The International Olympic Committee, FIFA, and most major U.S. professional-sports associations all require participants to get an EKG during a physical examination. Drezner and Harmon are now leading the charge to screen all University of Washington athletes, regardless of their sport, and for the past six years have been collecting EKG data from incoming freshman student athletes. However, Eckart warns against relying on EKG or a non-invasive ultrasound imaging technique called an echocardiogram to identify athletes at risk, since the military did not observe a significant drop in sudden cardiac deaths over a twenty-five-year study even when they screened every entrant. “The biggest means for risk reduction is to identify those … who have a history of passing out without an identifiable cause, and those with a family history of sudden cardiac death in a family member before the age of thirty five,” Eckart wrote.

On August 17, 2004, Kayla Burt decided to return to the court, signing a waiver that indemnified the University of Washington in the case that she suffered another cardiac event. The way her doctors saw it, there was no medical evidence to suggest that exercise was the cause of the sudden cardiac arrest that she experienced two years earlier. She would be just as likely to have another incident whether she was playing basketball or at home watching TV.

Life went on as usual. Then, midway through her senior year of eligibility, during a television timeout, Burt’s defibrillator delivered a strong, jolting shock, four minutes into a game against U.C.L.A. Burt was conscious, and the shocks were causing her extreme pain. She left the floor and headed to the team’s locker-room tunnel, where she met with Harmon. Burt’s I.C.D. charged and dissipated once more. Her heart rate was firing at more than two hundred and seventy beats per minute. Though she had been completely asymptomatic during her time away from basketball, her heart was now in ventricular tachycardia, a condition that leaves the heart unable to deliver blood and oxygen to the body’s organs efficiently. The medical team worked with Burt to slow her breathing. She left the game knowing that this would be her final appearance as a player on the women’s basketball team.
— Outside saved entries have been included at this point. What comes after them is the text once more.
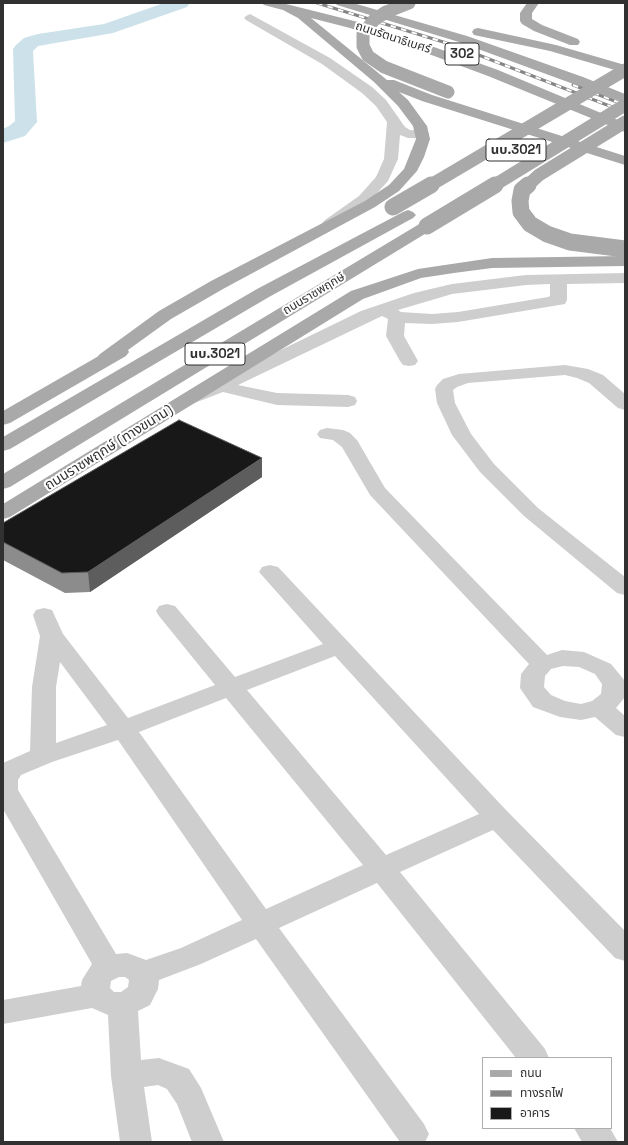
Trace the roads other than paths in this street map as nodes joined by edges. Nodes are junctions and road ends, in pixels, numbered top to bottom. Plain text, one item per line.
1 (268, 3) edge
2 (341, 3) edge
3 (367, 3) edge
4 (409, 3) edge
5 (533, 3) edge
6 (291, 6) edge
7 (250, 18) dead end
8 (428, 20) junction
9 (526, 21) junction
10 (350, 56) junction
11 (625, 58) edge
12 (326, 61) junction
13 (625, 69) edge
14 (379, 79) junction
15 (578, 80) junction
16 (625, 85) edge
17 (625, 89) edge
18 (625, 96) edge
19 (625, 99) edge
20 (625, 105) edge
21 (625, 118) edge
22 (394, 122) junction
23 (625, 122) edge
24 (625, 128) edge
25 (422, 134) junction
26 (621, 149) edge
27 (503, 158) dead end
28 (625, 160) edge
29 (407, 209) junction
30 (314, 234) junction
31 (625, 249) edge
32 (625, 261) edge
33 (625, 267) edge
34 (625, 278) edge
35 (558, 279) junction
36 (390, 313) junction
37 (106, 358) junction
38 (409, 361) dead end
39 (218, 384) junction
40 (348, 401) dead end
41 (625, 404) edge
42 (3, 419) edge
43 (327, 434) dead end
44 (3, 445) edge
45 (3, 483) edge
46 (3, 513) edge
47 (616, 571) edge
48 (270, 572) dead end
49 (625, 588) edge
50 (167, 611) dead end
51 (339, 646) junction
52 (543, 664) junction
53 (230, 688) junction
54 (600, 708) junction
55 (123, 728) junction
56 (625, 729) edge
57 (42, 756) junction
58 (497, 817) junction
59 (382, 869) junction
60 (260, 924) junction
61 (625, 950) edge
62 (109, 968) junction
63 (142, 974) junction
64 (110, 1000) junction
65 (3, 1012) edge
66 (533, 1057) edge
67 (127, 1076) junction
68 (591, 1129) edge
69 (413, 1134) dead end
70 (136, 1142) edge
71 (208, 1142) edge
72 (602, 1142) edge

1 - 6 main road, ถนนรัตนาธิเบศร์ / 302
2 - 15 main road, ถนนรัตนาธิเบศร์ / 302
3 - 8 main road, ถนนรัตนาธิเบศร์ / 302
4 - 26 main road, bridge
5 - 9 main road
6 - 10 main road
6 - 21 main road, ถนนรัตนาธิเบศร์ / 302
6 - 24 main road, ถนนรัตนาธิเบศร์ / 302
7 - 12 street
8 - 13 main road
8 - 17 main road, ถนนรัตนาธิเบศร์ / 302
9 - 11 main road
9 - 13 main road
10 - 12 street
10 - 14 main road
12 - 22 street
13 - 29 main road, bridge
14 - 25 main road
14 - 28 main road
15 - 18 main road
15 - 19 main road, ถนนรัตนาธิเบศร์ / 302
16 - 27 main road, นบ.3021
20 - 45 main road, ถนนราชพฤกษ์ / นบ.3021, bridge
22 - 25 street
22 - 30 street
23 - 31 main road, bridge
25 - 30 main road
29 - 37 main road
29 - 44 main road, ถนนราชพฤกษ์ / นบ.3021
30 - 37 main road
32 - 39 main road
33 - 39 main road
34 - 35 street
35 - 36 street
35 - 36 street
36 - 38 street
36 - 39 street
37 - 42 main road
39 - 40 street
39 - 46 main road, ถนนราชพฤกษ์ (ทางขนาน) / นบ.3021
41 - 47 street
43 - 52 street
47 - 49 street
48 - 51 street
50 - 53 street
51 - 53 street
51 - 58 street
52 - 54 street
52 - 54 street
53 - 55 street
53 - 59 street
54 - 56 street
55 - 57 street
55 - 57 street
55 - 60 street
57 - 62 street
58 - 59 street
58 - 61 street
59 - 60 street
59 - 66 street
60 - 63 street
60 - 69 street
62 - 63 street
62 - 64 street
63 - 64 street
64 - 65 street
64 - 67 street
67 - 70 street
67 - 71 street
68 - 72 street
These days, Burt is working two jobs and taking prerequisite classes as she prepares to apply to nursing school in the fall. She has become an advocate for educating athletes about the risk of sudden cardiac arrest and has teamed up with Harmon and Drezner to help screen up to five hundred students a month at different high schools through the Nick of Time Foundation, a nonprofit that raises awareness of sudden cardiac death in young athletes.

Burt stays active, running and working out on a regular basis, and she still participates in basketball—from the sidelines, by coaching a freshmen girl’s basketball team. Her I.C.D. has never fired since she left the court.